> **INSTRUCTIONS FOR THE TASK**:
Down to the last line, output the records below exactly.

=== DATASET ENTRIES ===

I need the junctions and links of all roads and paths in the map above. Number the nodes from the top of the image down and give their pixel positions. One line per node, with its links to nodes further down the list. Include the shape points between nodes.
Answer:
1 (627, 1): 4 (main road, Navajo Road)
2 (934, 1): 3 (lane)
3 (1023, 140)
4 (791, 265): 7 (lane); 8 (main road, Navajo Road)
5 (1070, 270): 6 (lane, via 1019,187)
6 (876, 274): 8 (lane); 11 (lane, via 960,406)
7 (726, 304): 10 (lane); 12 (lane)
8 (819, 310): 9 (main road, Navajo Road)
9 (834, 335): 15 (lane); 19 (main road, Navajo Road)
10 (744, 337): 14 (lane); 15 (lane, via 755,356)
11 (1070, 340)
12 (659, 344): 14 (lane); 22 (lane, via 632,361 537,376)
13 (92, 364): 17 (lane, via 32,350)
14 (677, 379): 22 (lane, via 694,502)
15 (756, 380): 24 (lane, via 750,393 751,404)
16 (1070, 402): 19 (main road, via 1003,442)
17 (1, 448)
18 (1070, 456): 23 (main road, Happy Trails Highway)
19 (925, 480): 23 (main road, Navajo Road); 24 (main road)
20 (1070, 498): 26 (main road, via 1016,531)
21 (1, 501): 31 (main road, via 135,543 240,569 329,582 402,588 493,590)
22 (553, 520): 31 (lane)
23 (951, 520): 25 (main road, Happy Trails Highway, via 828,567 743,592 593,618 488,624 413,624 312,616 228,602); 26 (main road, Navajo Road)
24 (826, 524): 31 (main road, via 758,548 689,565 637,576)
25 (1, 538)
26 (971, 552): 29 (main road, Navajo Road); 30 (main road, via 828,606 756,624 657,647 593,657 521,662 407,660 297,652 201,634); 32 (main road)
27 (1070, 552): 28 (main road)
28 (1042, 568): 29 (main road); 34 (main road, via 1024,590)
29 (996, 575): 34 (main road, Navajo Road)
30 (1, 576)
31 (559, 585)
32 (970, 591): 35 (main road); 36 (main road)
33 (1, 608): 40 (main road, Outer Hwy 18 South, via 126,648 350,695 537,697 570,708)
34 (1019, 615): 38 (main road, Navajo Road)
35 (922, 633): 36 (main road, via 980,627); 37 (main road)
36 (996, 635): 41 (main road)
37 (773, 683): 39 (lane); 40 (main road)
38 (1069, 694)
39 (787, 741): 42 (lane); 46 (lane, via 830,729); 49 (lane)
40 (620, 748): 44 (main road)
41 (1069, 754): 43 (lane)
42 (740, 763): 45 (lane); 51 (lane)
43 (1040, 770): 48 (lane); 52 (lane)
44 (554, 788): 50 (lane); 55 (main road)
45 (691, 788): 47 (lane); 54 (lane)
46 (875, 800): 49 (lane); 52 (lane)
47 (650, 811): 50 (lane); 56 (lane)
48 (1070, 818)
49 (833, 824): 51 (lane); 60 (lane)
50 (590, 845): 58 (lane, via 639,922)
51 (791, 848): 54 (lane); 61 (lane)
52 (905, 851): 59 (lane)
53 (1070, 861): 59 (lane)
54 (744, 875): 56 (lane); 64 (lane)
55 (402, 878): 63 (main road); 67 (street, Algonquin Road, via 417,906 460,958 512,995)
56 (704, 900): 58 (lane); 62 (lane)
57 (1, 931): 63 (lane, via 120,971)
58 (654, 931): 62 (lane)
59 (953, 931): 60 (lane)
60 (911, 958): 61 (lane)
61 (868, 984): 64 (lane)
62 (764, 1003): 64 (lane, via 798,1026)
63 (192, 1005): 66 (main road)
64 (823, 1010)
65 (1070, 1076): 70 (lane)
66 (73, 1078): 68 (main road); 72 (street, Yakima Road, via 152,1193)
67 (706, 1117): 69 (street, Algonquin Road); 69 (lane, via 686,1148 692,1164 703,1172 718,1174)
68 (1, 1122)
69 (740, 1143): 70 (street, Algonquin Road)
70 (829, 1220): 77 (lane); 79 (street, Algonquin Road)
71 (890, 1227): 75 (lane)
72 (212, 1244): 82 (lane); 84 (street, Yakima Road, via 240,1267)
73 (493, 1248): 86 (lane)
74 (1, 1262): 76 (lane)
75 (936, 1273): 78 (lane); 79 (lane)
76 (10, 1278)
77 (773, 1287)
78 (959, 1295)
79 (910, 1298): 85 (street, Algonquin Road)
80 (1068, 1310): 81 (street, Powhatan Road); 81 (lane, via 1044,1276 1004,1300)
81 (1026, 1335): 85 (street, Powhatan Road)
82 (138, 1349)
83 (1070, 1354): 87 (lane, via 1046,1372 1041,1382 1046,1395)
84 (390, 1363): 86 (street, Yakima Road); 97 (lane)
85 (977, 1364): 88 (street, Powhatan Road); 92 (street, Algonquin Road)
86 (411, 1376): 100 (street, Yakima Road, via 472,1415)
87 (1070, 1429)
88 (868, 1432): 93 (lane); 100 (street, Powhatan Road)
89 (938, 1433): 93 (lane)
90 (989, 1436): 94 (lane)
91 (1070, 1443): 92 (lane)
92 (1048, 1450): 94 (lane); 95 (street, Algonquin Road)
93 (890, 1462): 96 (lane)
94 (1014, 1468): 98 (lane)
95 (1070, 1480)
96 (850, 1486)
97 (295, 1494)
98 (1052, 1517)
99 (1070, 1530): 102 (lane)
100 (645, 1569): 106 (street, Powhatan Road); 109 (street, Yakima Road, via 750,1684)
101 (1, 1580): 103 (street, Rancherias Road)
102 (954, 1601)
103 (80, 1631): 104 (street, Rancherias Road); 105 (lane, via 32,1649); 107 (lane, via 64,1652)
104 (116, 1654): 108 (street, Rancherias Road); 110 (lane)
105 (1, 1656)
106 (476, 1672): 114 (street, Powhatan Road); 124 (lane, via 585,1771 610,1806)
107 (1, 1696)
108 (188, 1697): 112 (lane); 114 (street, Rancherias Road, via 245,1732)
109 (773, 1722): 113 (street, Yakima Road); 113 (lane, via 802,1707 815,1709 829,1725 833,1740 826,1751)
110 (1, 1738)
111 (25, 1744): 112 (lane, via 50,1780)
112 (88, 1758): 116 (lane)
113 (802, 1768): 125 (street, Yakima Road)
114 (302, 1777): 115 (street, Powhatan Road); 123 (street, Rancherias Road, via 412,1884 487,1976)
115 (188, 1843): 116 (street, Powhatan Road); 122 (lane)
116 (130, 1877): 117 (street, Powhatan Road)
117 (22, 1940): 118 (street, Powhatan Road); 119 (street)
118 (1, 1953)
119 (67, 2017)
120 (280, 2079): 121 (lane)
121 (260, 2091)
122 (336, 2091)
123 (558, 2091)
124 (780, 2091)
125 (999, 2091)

===

> **RESPONSE TO THE TASK**:
I need the junctions and links of all roads and paths in the map above. Number the nodes from the top of the image down and give their pixel positions. One line per node, with its links to nodes further down the list. Include the shape points between nodes.
Answer:
1 (627, 1): 4 (main road, Navajo Road)
2 (934, 1): 3 (lane)
3 (1023, 140)
4 (791, 265): 7 (lane); 8 (main road, Navajo Road)
5 (1070, 270): 6 (lane, via 1019,187)
6 (876, 274): 8 (lane); 11 (lane, via 960,406)
7 (726, 304): 10 (lane); 12 (lane)
8 (819, 310): 9 (main road, Navajo Road)
9 (834, 335): 15 (lane); 19 (main road, Navajo Road)
10 (744, 337): 14 (lane); 15 (lane, via 755,356)
11 (1070, 340)
12 (659, 344): 14 (lane); 22 (lane, via 632,361 537,376)
13 (92, 364): 17 (lane, via 32,350)
14 (677, 379): 22 (lane, via 694,502)
15 (756, 380): 24 (lane, via 750,393 751,404)
16 (1070, 402): 19 (main road, via 1003,442)
17 (1, 448)
18 (1070, 456): 23 (main road, Happy Trails Highway)
19 (925, 480): 23 (main road, Navajo Road); 24 (main road)
20 (1070, 498): 26 (main road, via 1016,531)
21 (1, 501): 31 (main road, via 135,543 240,569 329,582 402,588 493,590)
22 (553, 520): 31 (lane)
23 (951, 520): 25 (main road, Happy Trails Highway, via 828,567 743,592 593,618 488,624 413,624 312,616 228,602); 26 (main road, Navajo Road)
24 (826, 524): 31 (main road, via 758,548 689,565 637,576)
25 (1, 538)
26 (971, 552): 29 (main road, Navajo Road); 30 (main road, via 828,606 756,624 657,647 593,657 521,662 407,660 297,652 201,634); 32 (main road)
27 (1070, 552): 28 (main road)
28 (1042, 568): 29 (main road); 34 (main road, via 1024,590)
29 (996, 575): 34 (main road, Navajo Road)
30 (1, 576)
31 (559, 585)
32 (970, 591): 35 (main road); 36 (main road)
33 (1, 608): 40 (main road, Outer Hwy 18 South, via 126,648 350,695 537,697 570,708)
34 (1019, 615): 38 (main road, Navajo Road)
35 (922, 633): 36 (main road, via 980,627); 37 (main road)
36 (996, 635): 41 (main road)
37 (773, 683): 39 (lane); 40 (main road)
38 (1069, 694)
39 (787, 741): 42 (lane); 46 (lane, via 830,729); 49 (lane)
40 (620, 748): 44 (main road)
41 (1069, 754): 43 (lane)
42 (740, 763): 45 (lane); 51 (lane)
43 (1040, 770): 48 (lane); 52 (lane)
44 (554, 788): 50 (lane); 55 (main road)
45 (691, 788): 47 (lane); 54 (lane)
46 (875, 800): 49 (lane); 52 (lane)
47 (650, 811): 50 (lane); 56 (lane)
48 (1070, 818)
49 (833, 824): 51 (lane); 60 (lane)
50 (590, 845): 58 (lane, via 639,922)
51 (791, 848): 54 (lane); 61 (lane)
52 (905, 851): 59 (lane)
53 (1070, 861): 59 (lane)
54 (744, 875): 56 (lane); 64 (lane)
55 (402, 878): 63 (main road); 67 (street, Algonquin Road, via 417,906 460,958 512,995)
56 (704, 900): 58 (lane); 62 (lane)
57 (1, 931): 63 (lane, via 120,971)
58 (654, 931): 62 (lane)
59 (953, 931): 60 (lane)
60 (911, 958): 61 (lane)
61 (868, 984): 64 (lane)
62 (764, 1003): 64 (lane, via 798,1026)
63 (192, 1005): 66 (main road)
64 (823, 1010)
65 (1070, 1076): 70 (lane)
66 (73, 1078): 68 (main road); 72 (street, Yakima Road, via 152,1193)
67 (706, 1117): 69 (street, Algonquin Road); 69 (lane, via 686,1148 692,1164 703,1172 718,1174)
68 (1, 1122)
69 (740, 1143): 70 (street, Algonquin Road)
70 (829, 1220): 77 (lane); 79 (street, Algonquin Road)
71 (890, 1227): 75 (lane)
72 (212, 1244): 82 (lane); 84 (street, Yakima Road, via 240,1267)
73 (493, 1248): 86 (lane)
74 (1, 1262): 76 (lane)
75 (936, 1273): 78 (lane); 79 (lane)
76 (10, 1278)
77 (773, 1287)
78 (959, 1295)
79 (910, 1298): 85 (street, Algonquin Road)
80 (1068, 1310): 81 (street, Powhatan Road); 81 (lane, via 1044,1276 1004,1300)
81 (1026, 1335): 85 (street, Powhatan Road)
82 (138, 1349)
83 (1070, 1354): 87 (lane, via 1046,1372 1041,1382 1046,1395)
84 (390, 1363): 86 (street, Yakima Road); 97 (lane)
85 (977, 1364): 88 (street, Powhatan Road); 92 (street, Algonquin Road)
86 (411, 1376): 100 (street, Yakima Road, via 472,1415)
87 (1070, 1429)
88 (868, 1432): 93 (lane); 100 (street, Powhatan Road)
89 (938, 1433): 93 (lane)
90 (989, 1436): 94 (lane)
91 (1070, 1443): 92 (lane)
92 (1048, 1450): 94 (lane); 95 (street, Algonquin Road)
93 (890, 1462): 96 (lane)
94 (1014, 1468): 98 (lane)
95 (1070, 1480)
96 (850, 1486)
97 (295, 1494)
98 (1052, 1517)
99 (1070, 1530): 102 (lane)
100 (645, 1569): 106 (street, Powhatan Road); 109 (street, Yakima Road, via 750,1684)
101 (1, 1580): 103 (street, Rancherias Road)
102 (954, 1601)
103 (80, 1631): 104 (street, Rancherias Road); 105 (lane, via 32,1649); 107 (lane, via 64,1652)
104 (116, 1654): 108 (street, Rancherias Road); 110 (lane)
105 (1, 1656)
106 (476, 1672): 114 (street, Powhatan Road); 124 (lane, via 585,1771 610,1806)
107 (1, 1696)
108 (188, 1697): 112 (lane); 114 (street, Rancherias Road, via 245,1732)
109 (773, 1722): 113 (street, Yakima Road); 113 (lane, via 802,1707 815,1709 829,1725 833,1740 826,1751)
110 (1, 1738)
111 (25, 1744): 112 (lane, via 50,1780)
112 (88, 1758): 116 (lane)
113 (802, 1768): 125 (street, Yakima Road)
114 (302, 1777): 115 (street, Powhatan Road); 123 (street, Rancherias Road, via 412,1884 487,1976)
115 (188, 1843): 116 (street, Powhatan Road); 122 (lane)
116 (130, 1877): 117 (street, Powhatan Road)
117 (22, 1940): 118 (street, Powhatan Road); 119 (street)
118 (1, 1953)
119 (67, 2017)
120 (280, 2079): 121 (lane)
121 (260, 2091)
122 (336, 2091)
123 (558, 2091)
124 (780, 2091)
125 (999, 2091)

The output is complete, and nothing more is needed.